One is long dead from a battle with Alzheimer’s, another radically changed in personality by the cruel damage of depression and loneliness. One is separated by religious ideologies that simply can’t be set aside to keep the peace and the relationship, even if we could manage the distance between us. One of the dearest to me these past 4-5 years was forcibly pushed away from being the confidant I could talk to about anything by other family members deep in the throes of Female Relational Abuse, mental illness, and domestic violence, who actively worked to try and destroy me body and soul. One mother very simply became worn out, burned out, from decades of care-giving both at home and in careers, and no longer capable of maintaining a relationship with a crippled “daughter” who keeps refusing to die.
It is still an uncomfortable concept, that perhaps I am being called by God to leave, to stop the frequent attempts to build even the most simple lines of communications with these mothers of mine. I often feel as if I am contemplating turning the midday sky orange instead of blue, of going profoundly against “the way things should be”. Scofield had the leaving of her mother be a permanent thing because of her death, but over time she had to settle within herself if the other “mothers” were people that she could continue to relate to, talk to, visit with, even if they were people who had hurt her, or left her and gone so far she literally had to hunt them down.
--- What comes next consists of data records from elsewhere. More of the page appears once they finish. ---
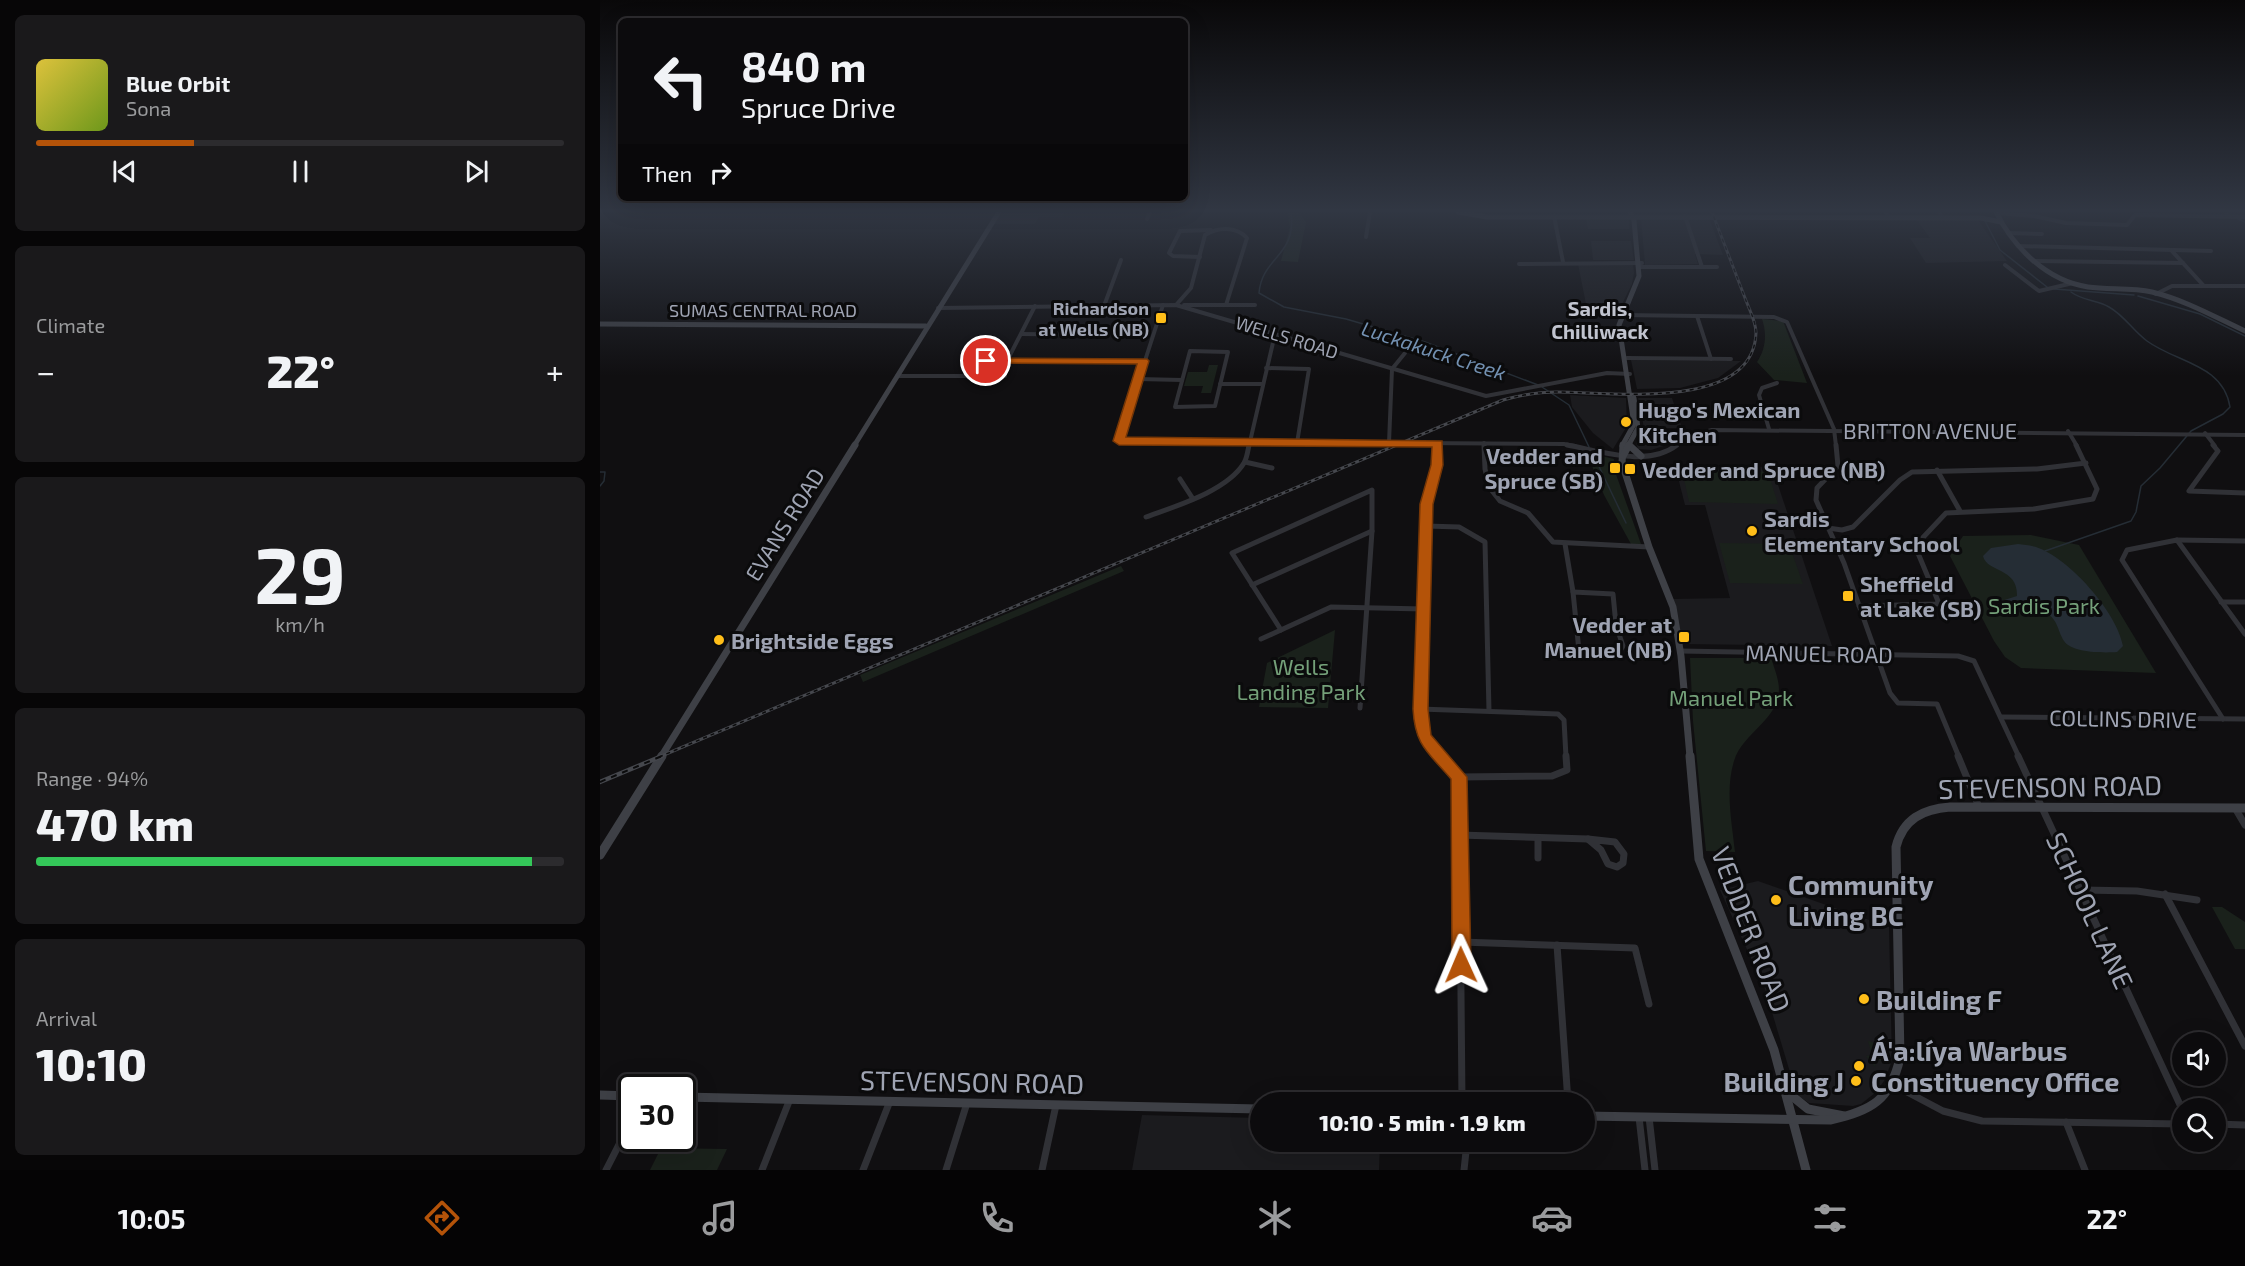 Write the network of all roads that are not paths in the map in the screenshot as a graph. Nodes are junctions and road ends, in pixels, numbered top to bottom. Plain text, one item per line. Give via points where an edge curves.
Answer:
1 (964, 267) edge
2 (1119, 267) edge
3 (1197, 267) edge
4 (1237, 267) edge
5 (1640, 267) edge
6 (1690, 267) edge
7 (1702, 267) joint
8 (1717, 267) dead end
9 (2008, 267) edge
10 (2044, 267) edge
11 (2186, 267) edge
12 (2063, 279) junction
13 (2073, 283) junction
14 (2061, 286) junction
15 (2204, 286) junction
16 (2245, 286) edge
17 (2156, 294) junction
18 (1163, 305) junction
19 (1176, 305) junction
20 (1226, 305) junction
21 (1255, 305) dead end
22 (1035, 306) junction
23 (1104, 306) junction
24 (938, 308) junction
25 (1624, 315) junction
26 (1697, 316) junction
27 (600, 324) edge
28 (926, 326) junction
29 (2245, 331) edge
30 (1022, 334) junction
31 (1275, 334) junction
32 (1103, 335) dead end
33 (972, 345) dead end
34 (1405, 353) dead end
35 (1627, 358) junction
36 (1711, 359) junction
37 (1731, 359) dead end
38 (1007, 361) junction
39 (1144, 361) junction
40 (1266, 368) junction
41 (1392, 369) junction
42 (1628, 374) junction
43 (897, 376) junction
44 (1005, 376) dead end
45 (1138, 379) junction
46 (1182, 380) junction
47 (1777, 383) dead end
48 (1220, 384) junction
49 (1262, 384) junction
50 (1769, 429) junction
51 (1834, 429) junction
52 (2068, 431) junction
53 (2205, 433) junction
54 (2245, 435) edge
55 (1297, 442) junction
56 (1250, 443) junction
57 (1389, 443) junction
58 (1438, 443) junction
59 (1484, 443) junction
60 (1629, 445) junction
61 (1623, 456) junction
62 (1641, 456) junction
63 (1245, 462) junction
64 (2086, 463) junction
65 (1272, 468) dead end
66 (1937, 470) junction
67 (1180, 479) dead end
68 (2245, 493) edge
69 (1193, 499) junction
70 (1960, 511) junction
71 (1146, 518) dead end
72 (1426, 526) junction
73 (1828, 528) junction
74 (1372, 531) junction
75 (2177, 540) junction
76 (2245, 541) edge
77 (1565, 544) junction
78 (1649, 547) junction
79 (1252, 585) junction
80 (1574, 592) junction
81 (2221, 602) junction
82 (2245, 602) edge
83 (1859, 606) junction
84 (1367, 608) junction
85 (1424, 609) junction
86 (1281, 630) junction
87 (2245, 634) edge
88 (1261, 639) dead end
89 (1680, 651) junction
90 (1876, 654) junction
91 (1958, 656) joint
92 (1360, 708) dead end
93 (1420, 709) junction
94 (1489, 711) junction
95 (2002, 717) junction
96 (2223, 719) junction
97 (2245, 719) edge
98 (1459, 777) junction
99 (1979, 807) junction
100 (2044, 807) junction
101 (2235, 808) junction
102 (2245, 808) edge
103 (2245, 825) edge
104 (1459, 835) junction
105 (1538, 839) junction
106 (1588, 839) junction
107 (600, 855) edge
108 (1538, 858) dead end
109 (2082, 890) junction
110 (2165, 894) junction
111 (2197, 900) dead end
112 (1461, 942) junction
113 (1557, 945) junction
114 (1649, 1004) dead end
115 (2241, 1031) edge
116 (2245, 1046) edge
117 (1892, 1084) junction
118 (1785, 1089) junction
119 (1462, 1092) edge
120 (1567, 1092) edge
121 (600, 1095) edge
122 (618, 1096) edge
123 (696, 1097) edge
124 (2177, 1098) edge
125 (790, 1099) junction
126 (890, 1101) junction
127 (966, 1103) junction
128 (1056, 1105) junction
129 (1250, 1110) edge
130 (1595, 1116) edge
131 (1846, 1116) junction
132 (1644, 1117) junction
133 (1792, 1120) junction
134 (2066, 1122) junction
135 (2172, 1124) edge
136 (2226, 1124) edge
137 (2245, 1125) edge
138 (618, 1146) edge
139 (1467, 1152) edge
140 (606, 1170) edge
141 (762, 1170) edge
142 (863, 1170) edge
143 (946, 1170) edge
144 (1042, 1170) edge
145 (1464, 1170) edge
146 (1645, 1170) edge
147 (1655, 1170) edge
148 (1806, 1170) edge
149 (2085, 1170) edge

1 - 24 street, EVANS ROAD
2 - 23 street
3 - 19 street via 1191,288
4 - 20 street
5 - 25 street, VEDDER ROAD via 1642,278
6 - 7 street
7 - 8 street
9 - 14 street via 2039,291
10 - 12 street
11 - 15 street
12 - 13 street
12 - 14 street
13 - 14 street
13 - 17 street
15 - 16 street
15 - 17 street via 2172,286
17 - 29 street
18 - 19 street, WELLS ROAD
18 - 23 street, WELLS ROAD
18 - 39 street
19 - 20 street
19 - 31 street, WELLS ROAD
20 - 21 street
22 - 23 street, WELLS ROAD
22 - 24 street, WELLS ROAD
22 - 30 street
24 - 28 street, EVANS ROAD
25 - 26 street
25 - 35 street, VEDDER ROAD
25 - 42 street, VEDDER ROAD via 1620,328
26 - 36 street
26 - 51 street via 1781,318 1788,324
27 - 28 street, SUMAS CENTRAL ROAD
28 - 43 street, EVANS ROAD
30 - 32 street
30 - 38 street
31 - 40 street
31 - 41 street, WELLS ROAD
33 - 38 street via 964,361
34 - 41 street
35 - 36 street
35 - 42 street, VEDDER ROAD
36 - 37 street
38 - 39 street
39 - 45 street
40 - 49 street
40 - 55 street via 1309,369
41 - 42 street, WELLS ROAD via 1486,396 1607,373
41 - 57 street
42 - 60 street, VEDDER ROAD via 1638,420
42 - 61 street, VEDDER ROAD via 1633,426 1621,448
43 - 44 street
43 - 107 street, EVANS ROAD
45 - 46 street
45 - 56 street, BRITTON AVENUE via 1119,441
46 - 48 street via 1175,407 1215,406
46 - 48 street via 1190,351 1227,352
47 - 50 street via 1762,388 1759,395
48 - 49 street
49 - 56 street
50 - 51 street, BRITTON AVENUE
50 - 62 street, BRITTON AVENUE via 1702,431 1661,454
51 - 52 street, BRITTON AVENUE
51 - 73 street via 1838,466 1815,495
52 - 53 street, BRITTON AVENUE
52 - 64 street
53 - 54 street, BRITTON AVENUE
53 - 68 street via 2218,451 2189,491
55 - 56 street, BRITTON AVENUE
55 - 57 street, BRITTON AVENUE
56 - 63 street
57 - 58 street, BRITTON AVENUE
58 - 59 street, BRITTON AVENUE
58 - 72 street via 1437,465 1426,504
59 - 61 street, BRITTON AVENUE via 1564,444
59 - 77 street via 1489,487 1500,501 1528,513 1553,542
60 - 61 street, VEDDER ROAD
60 - 62 street
61 - 62 street, BRITTON AVENUE
61 - 78 street, VEDDER ROAD via 1625,475
63 - 65 street
63 - 69 street via 1232,478
64 - 66 street via 2037,469
64 - 70 street via 2097,489 2094,499 2034,509
66 - 70 street
66 - 73 street via 1912,472 1900,480 1853,527
67 - 69 street
69 - 71 street
70 - 83 street via 1942,515 1915,546 1937,604
72 - 85 street
72 - 94 street via 1459,527 1485,542
73 - 83 street
74 - 79 street
74 - 79 street via 1372,490 1232,553
74 - 84 street
75 - 76 street
75 - 81 street
75 - 96 street via 2127,550 2122,560
77 - 78 street
77 - 80 street
78 - 89 street, VEDDER ROAD via 1673,608
79 - 86 street
80 - 80 street via 1579,651 1620,651 1623,646 1613,594
81 - 82 street
81 - 87 street
83 - 90 street
84 - 85 street
84 - 86 street via 1331,607
84 - 92 street
85 - 93 street
86 - 88 street
89 - 90 street, MANUEL ROAD
89 - 118 street, VEDDER ROAD via 1699,859 1774,1050
90 - 91 street, MANUEL ROAD
90 - 99 street via 1890,693 1898,703 1937,704
91 - 95 street, SCHOOL LANE via 1970,658 1977,665
93 - 94 street
93 - 98 street via 1426,739
94 - 98 street via 1558,714 1564,720 1567,770 1552,776
95 - 96 street, COLLINS DRIVE
95 - 100 street, SCHOOL LANE
96 - 97 street, COLLINS DRIVE
98 - 104 street
99 - 100 street, STEVENSON ROAD
99 - 117 street, STEVENSON ROAD via 1938,807 1921,813 1908,822 1896,842 1900,1049
100 - 101 street, STEVENSON ROAD
100 - 109 street, SCHOOL LANE
101 - 102 street, STEVENSON ROAD
101 - 103 street
104 - 105 street
104 - 112 street
105 - 106 street
105 - 108 street
106 - 106 street via 1601,850 1608,864 1617,867 1623,863 1624,854 1615,842
109 - 110 street
109 - 124 street, SCHOOL LANE
110 - 111 street
110 - 115 street
112 - 113 street
112 - 119 street
113 - 114 street via 1635,948
113 - 120 street
115 - 116 street
117 - 131 street, STEVENSON ROAD via 1873,1106 1861,1114
117 - 134 street via 1961,1117
118 - 131 street via 1808,1109
118 - 133 street, VEDDER ROAD
121 - 122 street
123 - 125 street, STEVENSON ROAD
125 - 126 street, STEVENSON ROAD
125 - 141 street
126 - 127 street, STEVENSON ROAD
126 - 142 street
127 - 128 street, STEVENSON ROAD
127 - 143 street
128 - 129 street, STEVENSON ROAD
128 - 144 street
130 - 132 street, STEVENSON ROAD
131 - 133 street, STEVENSON ROAD
132 - 133 street, STEVENSON ROAD
132 - 146 street
132 - 147 street
133 - 148 street, VEDDER ROAD
134 - 135 street
134 - 149 street
136 - 137 street
138 - 140 street
139 - 145 street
In David’s essay, he in the role of “mother” to his child, continues to work and sacrifice to make the trips to her Grandmother not just because of the overblown commercial holiday, not just because he is this woman’s son, not just because it’s “the right thing to do”. He travels and sacrifices to bring Grandmother and granddaughter together so that the relationship can thrive, grow, and be a comfort to both of them. He is doing the work of mothering, of peace bringing, or maintaining the family ties.
In the end, it is the Mothers like David, like the one I met who is battling two state agencies to reunite her family, the one who along with her family has “adopted” the whole me – the writer and the cripple, the one who helps out and the one who can only lie in a bed wracked in pain – the ones who go to court against police brutality for the sake of the neighborhood they love, that are the heroes of Mother’s Day. Those mothers” are the ones who deserve our highest praise, admiration, and support.
But we should never forget that even the mother’s like me and Scofield’s – limited by disability, or overwork, or by today’s crushing American poverty – even we have our moments of greatness as Mother’s, and even we can keep the doors open, be willing to say “I’m sorry”, and be willing to do our best each day. And for us, everyday is Mother’s Day.